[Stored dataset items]
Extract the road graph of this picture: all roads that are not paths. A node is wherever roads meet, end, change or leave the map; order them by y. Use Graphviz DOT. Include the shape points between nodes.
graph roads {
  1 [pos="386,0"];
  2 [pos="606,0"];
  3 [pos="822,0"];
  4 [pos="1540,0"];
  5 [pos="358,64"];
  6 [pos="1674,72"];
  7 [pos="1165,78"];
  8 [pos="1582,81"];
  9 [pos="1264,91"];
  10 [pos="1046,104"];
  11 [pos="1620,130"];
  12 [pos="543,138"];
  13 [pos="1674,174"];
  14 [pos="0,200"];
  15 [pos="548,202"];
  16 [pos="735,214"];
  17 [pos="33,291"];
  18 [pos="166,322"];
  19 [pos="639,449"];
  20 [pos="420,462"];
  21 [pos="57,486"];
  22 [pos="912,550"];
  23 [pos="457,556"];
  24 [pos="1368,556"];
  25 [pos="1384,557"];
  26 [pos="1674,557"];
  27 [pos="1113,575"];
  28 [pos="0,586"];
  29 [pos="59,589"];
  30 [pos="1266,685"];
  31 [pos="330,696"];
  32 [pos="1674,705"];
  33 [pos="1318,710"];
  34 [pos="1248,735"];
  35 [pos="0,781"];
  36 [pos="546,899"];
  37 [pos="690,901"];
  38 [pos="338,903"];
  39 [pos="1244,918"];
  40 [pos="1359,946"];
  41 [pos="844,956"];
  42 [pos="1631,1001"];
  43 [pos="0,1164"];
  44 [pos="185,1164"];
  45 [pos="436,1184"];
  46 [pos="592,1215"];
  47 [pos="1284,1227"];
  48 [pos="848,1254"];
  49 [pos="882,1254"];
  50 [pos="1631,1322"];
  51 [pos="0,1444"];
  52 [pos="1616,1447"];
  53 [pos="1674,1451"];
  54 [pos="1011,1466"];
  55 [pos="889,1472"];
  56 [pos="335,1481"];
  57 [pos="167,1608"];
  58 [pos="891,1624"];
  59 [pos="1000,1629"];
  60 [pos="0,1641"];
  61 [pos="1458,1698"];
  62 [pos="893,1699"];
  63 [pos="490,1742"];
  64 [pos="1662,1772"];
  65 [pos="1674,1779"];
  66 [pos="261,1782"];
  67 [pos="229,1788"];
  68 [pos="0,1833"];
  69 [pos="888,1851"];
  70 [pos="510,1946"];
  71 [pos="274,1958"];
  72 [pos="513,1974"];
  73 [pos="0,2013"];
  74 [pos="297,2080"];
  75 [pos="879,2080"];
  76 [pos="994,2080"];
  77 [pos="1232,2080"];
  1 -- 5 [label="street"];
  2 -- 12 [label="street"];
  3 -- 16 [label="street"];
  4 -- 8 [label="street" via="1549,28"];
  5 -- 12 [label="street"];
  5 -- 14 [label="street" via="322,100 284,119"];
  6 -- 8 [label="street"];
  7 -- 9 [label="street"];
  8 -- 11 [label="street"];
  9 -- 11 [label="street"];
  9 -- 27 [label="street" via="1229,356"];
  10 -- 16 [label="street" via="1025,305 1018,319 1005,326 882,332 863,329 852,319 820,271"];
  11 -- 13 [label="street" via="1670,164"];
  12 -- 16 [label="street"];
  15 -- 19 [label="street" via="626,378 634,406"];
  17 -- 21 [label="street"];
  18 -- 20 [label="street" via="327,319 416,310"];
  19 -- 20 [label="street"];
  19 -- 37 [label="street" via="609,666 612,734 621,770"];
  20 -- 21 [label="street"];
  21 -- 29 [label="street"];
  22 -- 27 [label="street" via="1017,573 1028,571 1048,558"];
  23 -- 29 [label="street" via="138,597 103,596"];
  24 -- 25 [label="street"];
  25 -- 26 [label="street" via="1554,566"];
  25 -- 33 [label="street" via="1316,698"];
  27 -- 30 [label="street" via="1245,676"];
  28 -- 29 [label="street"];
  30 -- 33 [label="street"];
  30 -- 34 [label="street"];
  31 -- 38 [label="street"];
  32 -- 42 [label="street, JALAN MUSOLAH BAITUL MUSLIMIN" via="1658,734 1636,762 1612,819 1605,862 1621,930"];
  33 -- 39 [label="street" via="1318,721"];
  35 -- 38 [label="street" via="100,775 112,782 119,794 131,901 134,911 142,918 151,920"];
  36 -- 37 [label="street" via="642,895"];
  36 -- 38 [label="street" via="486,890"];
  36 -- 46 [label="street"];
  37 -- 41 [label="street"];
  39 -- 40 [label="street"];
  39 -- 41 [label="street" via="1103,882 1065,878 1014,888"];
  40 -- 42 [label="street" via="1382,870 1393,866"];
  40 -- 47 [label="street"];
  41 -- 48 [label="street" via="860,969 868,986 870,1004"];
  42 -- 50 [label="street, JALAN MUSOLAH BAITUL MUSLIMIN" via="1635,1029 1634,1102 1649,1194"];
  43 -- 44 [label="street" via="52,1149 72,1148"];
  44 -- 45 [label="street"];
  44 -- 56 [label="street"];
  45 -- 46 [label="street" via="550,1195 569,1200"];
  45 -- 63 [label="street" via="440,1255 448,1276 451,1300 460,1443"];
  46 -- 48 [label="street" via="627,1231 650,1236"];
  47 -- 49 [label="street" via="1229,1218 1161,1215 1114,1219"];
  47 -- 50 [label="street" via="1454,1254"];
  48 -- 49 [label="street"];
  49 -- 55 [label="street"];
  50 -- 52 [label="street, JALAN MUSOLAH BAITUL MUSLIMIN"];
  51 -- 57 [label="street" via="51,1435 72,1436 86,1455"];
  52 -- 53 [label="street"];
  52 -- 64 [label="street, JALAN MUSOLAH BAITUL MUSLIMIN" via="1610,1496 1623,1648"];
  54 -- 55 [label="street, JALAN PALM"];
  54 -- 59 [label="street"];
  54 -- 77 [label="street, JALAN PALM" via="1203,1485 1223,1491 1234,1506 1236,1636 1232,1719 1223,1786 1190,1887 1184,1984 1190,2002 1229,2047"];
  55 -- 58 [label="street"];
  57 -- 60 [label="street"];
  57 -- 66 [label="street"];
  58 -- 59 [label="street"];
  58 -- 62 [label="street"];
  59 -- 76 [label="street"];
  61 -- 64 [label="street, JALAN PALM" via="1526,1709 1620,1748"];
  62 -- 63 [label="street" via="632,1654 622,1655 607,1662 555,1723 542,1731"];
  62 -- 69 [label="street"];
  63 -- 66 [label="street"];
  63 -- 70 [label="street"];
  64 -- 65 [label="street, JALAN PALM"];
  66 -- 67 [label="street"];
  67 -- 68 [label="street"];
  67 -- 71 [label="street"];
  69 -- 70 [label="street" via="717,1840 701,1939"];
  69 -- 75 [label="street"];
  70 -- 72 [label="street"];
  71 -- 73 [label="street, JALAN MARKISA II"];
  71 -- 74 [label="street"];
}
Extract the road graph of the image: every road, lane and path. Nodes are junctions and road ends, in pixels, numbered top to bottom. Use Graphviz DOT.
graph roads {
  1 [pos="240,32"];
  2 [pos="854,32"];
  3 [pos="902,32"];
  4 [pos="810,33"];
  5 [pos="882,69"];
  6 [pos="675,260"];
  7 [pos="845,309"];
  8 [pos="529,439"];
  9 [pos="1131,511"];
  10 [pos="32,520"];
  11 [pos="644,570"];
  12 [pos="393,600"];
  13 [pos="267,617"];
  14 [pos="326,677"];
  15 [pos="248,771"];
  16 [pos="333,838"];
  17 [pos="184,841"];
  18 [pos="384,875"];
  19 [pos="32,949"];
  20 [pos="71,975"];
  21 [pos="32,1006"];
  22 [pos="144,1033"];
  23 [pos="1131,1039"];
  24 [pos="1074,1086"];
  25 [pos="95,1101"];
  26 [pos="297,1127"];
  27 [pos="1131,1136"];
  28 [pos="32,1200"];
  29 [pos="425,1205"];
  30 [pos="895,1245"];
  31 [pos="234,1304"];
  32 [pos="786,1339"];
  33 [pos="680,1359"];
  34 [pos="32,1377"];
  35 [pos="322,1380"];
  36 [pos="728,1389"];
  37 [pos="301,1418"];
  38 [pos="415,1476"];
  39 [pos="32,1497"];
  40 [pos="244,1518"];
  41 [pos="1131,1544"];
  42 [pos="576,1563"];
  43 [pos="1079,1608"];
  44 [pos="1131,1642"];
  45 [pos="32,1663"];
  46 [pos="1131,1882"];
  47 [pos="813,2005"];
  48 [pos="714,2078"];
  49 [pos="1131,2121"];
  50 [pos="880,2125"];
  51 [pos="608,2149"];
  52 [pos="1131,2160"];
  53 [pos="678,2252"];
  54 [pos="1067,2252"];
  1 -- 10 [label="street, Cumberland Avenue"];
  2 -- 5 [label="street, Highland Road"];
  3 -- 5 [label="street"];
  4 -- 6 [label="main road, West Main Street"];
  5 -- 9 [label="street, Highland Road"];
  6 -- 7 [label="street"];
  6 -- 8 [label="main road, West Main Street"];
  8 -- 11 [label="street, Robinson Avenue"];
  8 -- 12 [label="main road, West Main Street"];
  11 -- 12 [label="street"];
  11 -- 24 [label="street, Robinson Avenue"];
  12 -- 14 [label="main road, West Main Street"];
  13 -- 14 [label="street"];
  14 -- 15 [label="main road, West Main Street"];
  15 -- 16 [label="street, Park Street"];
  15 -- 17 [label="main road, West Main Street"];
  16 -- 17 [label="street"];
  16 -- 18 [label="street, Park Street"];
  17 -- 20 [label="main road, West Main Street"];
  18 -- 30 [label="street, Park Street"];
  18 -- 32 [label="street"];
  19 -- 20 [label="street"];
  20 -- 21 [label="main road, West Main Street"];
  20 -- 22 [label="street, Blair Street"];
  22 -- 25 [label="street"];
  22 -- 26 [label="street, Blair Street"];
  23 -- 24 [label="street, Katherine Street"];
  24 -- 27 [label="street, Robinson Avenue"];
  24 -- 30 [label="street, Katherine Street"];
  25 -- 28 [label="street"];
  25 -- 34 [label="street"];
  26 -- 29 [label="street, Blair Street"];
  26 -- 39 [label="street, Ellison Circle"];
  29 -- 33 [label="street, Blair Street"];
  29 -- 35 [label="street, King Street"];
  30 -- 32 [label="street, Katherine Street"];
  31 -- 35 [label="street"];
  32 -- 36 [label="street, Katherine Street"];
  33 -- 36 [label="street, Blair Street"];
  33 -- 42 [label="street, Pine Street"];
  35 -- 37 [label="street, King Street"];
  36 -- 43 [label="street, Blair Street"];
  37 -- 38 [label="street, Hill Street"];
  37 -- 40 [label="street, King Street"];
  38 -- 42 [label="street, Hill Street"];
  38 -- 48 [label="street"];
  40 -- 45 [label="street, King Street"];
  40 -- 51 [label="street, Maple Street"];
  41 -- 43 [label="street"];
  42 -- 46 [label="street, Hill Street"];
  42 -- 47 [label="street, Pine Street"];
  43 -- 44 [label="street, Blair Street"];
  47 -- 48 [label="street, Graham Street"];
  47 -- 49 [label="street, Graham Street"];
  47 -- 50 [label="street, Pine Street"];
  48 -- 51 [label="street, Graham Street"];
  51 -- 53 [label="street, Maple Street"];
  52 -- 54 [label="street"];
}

About this task:
Extract every line of the records above that contains the word "Katherine".

Exercise output:
  23 -- 24 [label="street, Katherine Street"];
  24 -- 30 [label="street, Katherine Street"];
  30 -- 32 [label="street, Katherine Street"];
  32 -- 36 [label="street, Katherine Street"];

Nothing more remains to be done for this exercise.